WORK INSTRUCTIONS →
Check each line of the data below for the word "dead", then extract the ones that have it.

(Stored data)
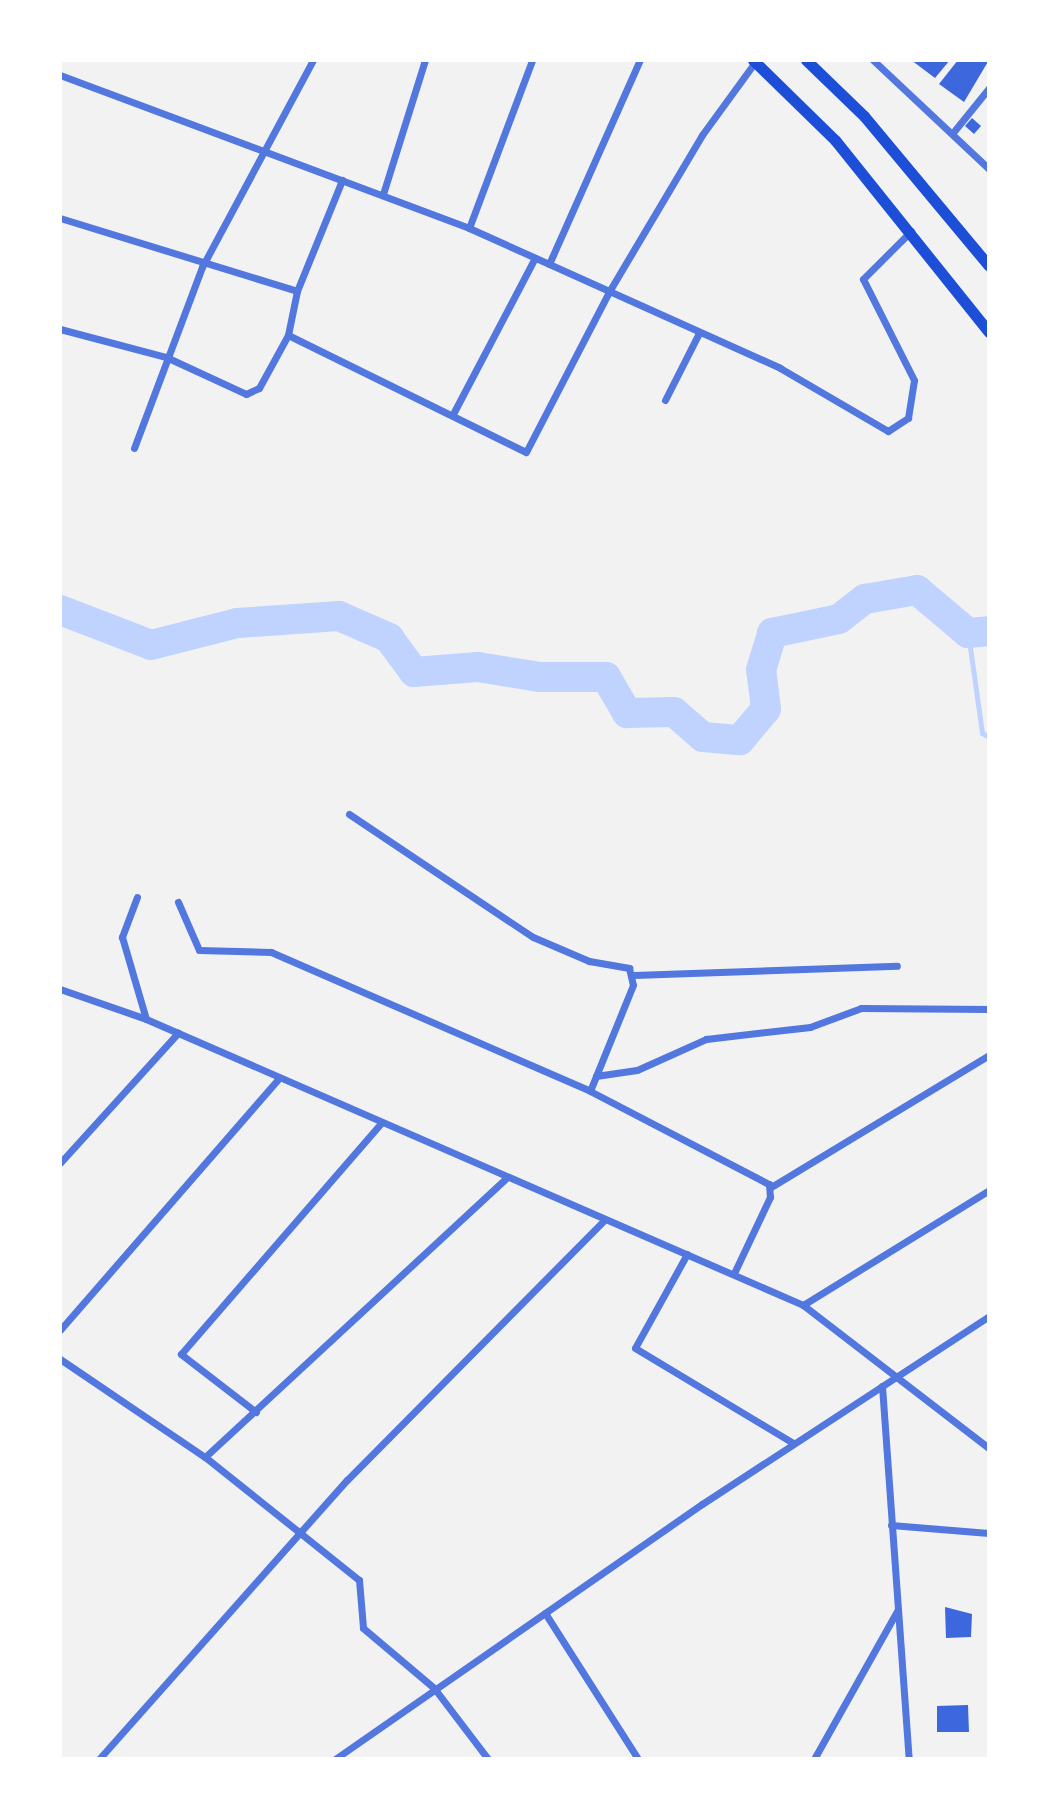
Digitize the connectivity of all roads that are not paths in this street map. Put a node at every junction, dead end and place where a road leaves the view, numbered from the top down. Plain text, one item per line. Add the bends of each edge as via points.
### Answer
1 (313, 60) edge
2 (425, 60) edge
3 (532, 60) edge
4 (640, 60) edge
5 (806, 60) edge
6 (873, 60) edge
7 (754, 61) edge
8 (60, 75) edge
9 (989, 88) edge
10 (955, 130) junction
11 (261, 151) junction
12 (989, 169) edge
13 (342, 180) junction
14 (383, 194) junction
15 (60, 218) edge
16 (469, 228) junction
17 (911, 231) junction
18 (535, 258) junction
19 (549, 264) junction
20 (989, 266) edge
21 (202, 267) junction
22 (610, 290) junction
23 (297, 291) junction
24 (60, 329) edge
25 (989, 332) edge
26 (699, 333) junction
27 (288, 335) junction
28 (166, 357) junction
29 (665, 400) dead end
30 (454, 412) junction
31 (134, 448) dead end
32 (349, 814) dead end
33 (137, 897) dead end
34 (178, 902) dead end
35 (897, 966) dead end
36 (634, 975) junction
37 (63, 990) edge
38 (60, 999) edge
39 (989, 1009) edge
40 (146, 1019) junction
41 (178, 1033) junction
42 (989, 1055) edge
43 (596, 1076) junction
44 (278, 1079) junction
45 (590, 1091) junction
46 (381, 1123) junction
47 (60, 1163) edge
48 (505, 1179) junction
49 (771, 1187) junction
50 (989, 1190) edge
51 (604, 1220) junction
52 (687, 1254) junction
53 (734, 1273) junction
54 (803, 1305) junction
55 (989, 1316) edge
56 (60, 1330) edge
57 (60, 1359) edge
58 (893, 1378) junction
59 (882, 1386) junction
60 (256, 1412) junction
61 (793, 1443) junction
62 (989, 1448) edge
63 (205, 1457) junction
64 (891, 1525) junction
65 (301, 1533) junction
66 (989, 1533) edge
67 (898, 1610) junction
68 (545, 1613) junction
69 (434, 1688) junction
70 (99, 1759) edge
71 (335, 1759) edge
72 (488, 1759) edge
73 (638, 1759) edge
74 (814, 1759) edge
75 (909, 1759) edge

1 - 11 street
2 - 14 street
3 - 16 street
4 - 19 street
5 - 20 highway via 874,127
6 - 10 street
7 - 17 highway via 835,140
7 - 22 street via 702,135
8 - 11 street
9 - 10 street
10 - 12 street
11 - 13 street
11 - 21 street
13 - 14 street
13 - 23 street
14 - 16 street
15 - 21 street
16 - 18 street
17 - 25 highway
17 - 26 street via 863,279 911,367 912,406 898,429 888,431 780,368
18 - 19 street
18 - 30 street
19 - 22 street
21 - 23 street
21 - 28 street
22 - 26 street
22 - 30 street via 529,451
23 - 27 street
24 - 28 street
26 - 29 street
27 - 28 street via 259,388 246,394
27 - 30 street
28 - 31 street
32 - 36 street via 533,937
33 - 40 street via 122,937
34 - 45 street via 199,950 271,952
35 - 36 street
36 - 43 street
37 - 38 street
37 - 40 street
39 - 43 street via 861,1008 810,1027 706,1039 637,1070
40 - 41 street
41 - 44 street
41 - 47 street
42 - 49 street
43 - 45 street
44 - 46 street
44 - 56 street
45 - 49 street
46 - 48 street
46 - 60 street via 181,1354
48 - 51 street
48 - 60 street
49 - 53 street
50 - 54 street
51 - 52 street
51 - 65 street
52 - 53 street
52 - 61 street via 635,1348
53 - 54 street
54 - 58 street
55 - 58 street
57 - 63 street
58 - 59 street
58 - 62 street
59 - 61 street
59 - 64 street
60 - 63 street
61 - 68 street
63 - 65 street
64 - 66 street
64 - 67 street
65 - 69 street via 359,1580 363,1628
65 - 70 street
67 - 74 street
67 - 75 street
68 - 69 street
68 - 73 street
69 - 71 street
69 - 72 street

WRITTEN ANSWER →
Digitize the connectivity of all roads that are not paths in this street map. Put a node at every junction, dead end and place where a road leaves the view, numbered from the top down. Plain text, one item per line. Add the bends of each edge as via points.
29 (665, 400) dead end
31 (134, 448) dead end
32 (349, 814) dead end
33 (137, 897) dead end
34 (178, 902) dead end
35 (897, 966) dead end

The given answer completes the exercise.